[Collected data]
┏━━

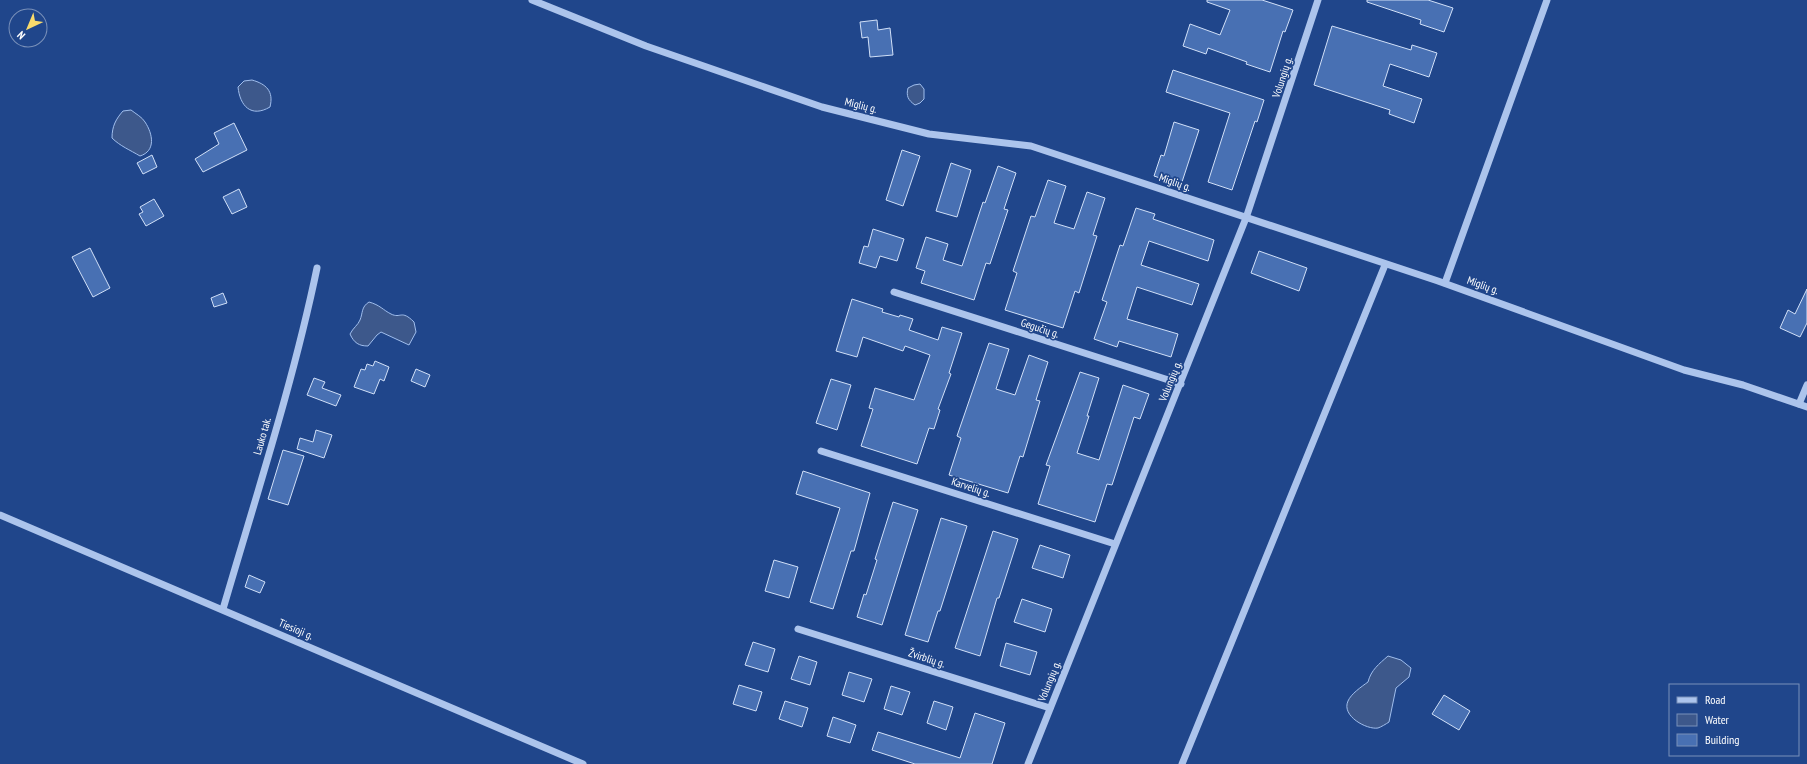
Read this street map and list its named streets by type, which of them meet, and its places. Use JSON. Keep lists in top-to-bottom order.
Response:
{
  "streets": {
    "street": [
      "Volungių g.",
      "Miglių g.",
      "Gegučių g.",
      "Lauko tak.",
      "Karvelių g.",
      "Tiesioji g.",
      "Žvirblių g."
    ]
  },
  "crossings": [
    ["Volungių g.", "Miglių g."],
    ["Volungių g.", "Gegučių g."],
    ["Volungių g.", "Karvelių g."],
    ["Volungių g.", "Žvirblių g."],
    ["Lauko tak.", "Tiesioji g."]
  ],
  "legend": ["Road", "Water", "Building"],
  "north": "bottom left"
}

┗━━

How to complete this task:
Apart from its pictures, the data is to be repeated exactly.

Result below:
Read this street map and list its named streets by type, which of them meet, and its places. Use JSON. Keep lists in top-to-bottom order.
Response:
{
  "streets": {
    "street": [
      "Volungių g.",
      "Miglių g.",
      "Gegučių g.",
      "Lauko tak.",
      "Karvelių g.",
      "Tiesioji g.",
      "Žvirblių g."
    ]
  },
  "crossings": [
    ["Volungių g.", "Miglių g."],
    ["Volungių g.", "Gegučių g."],
    ["Volungių g.", "Karvelių g."],
    ["Volungių g.", "Žvirblių g."],
    ["Lauko tak.", "Tiesioji g."]
  ],
  "legend": ["Road", "Water", "Building"],
  "north": "bottom left"
}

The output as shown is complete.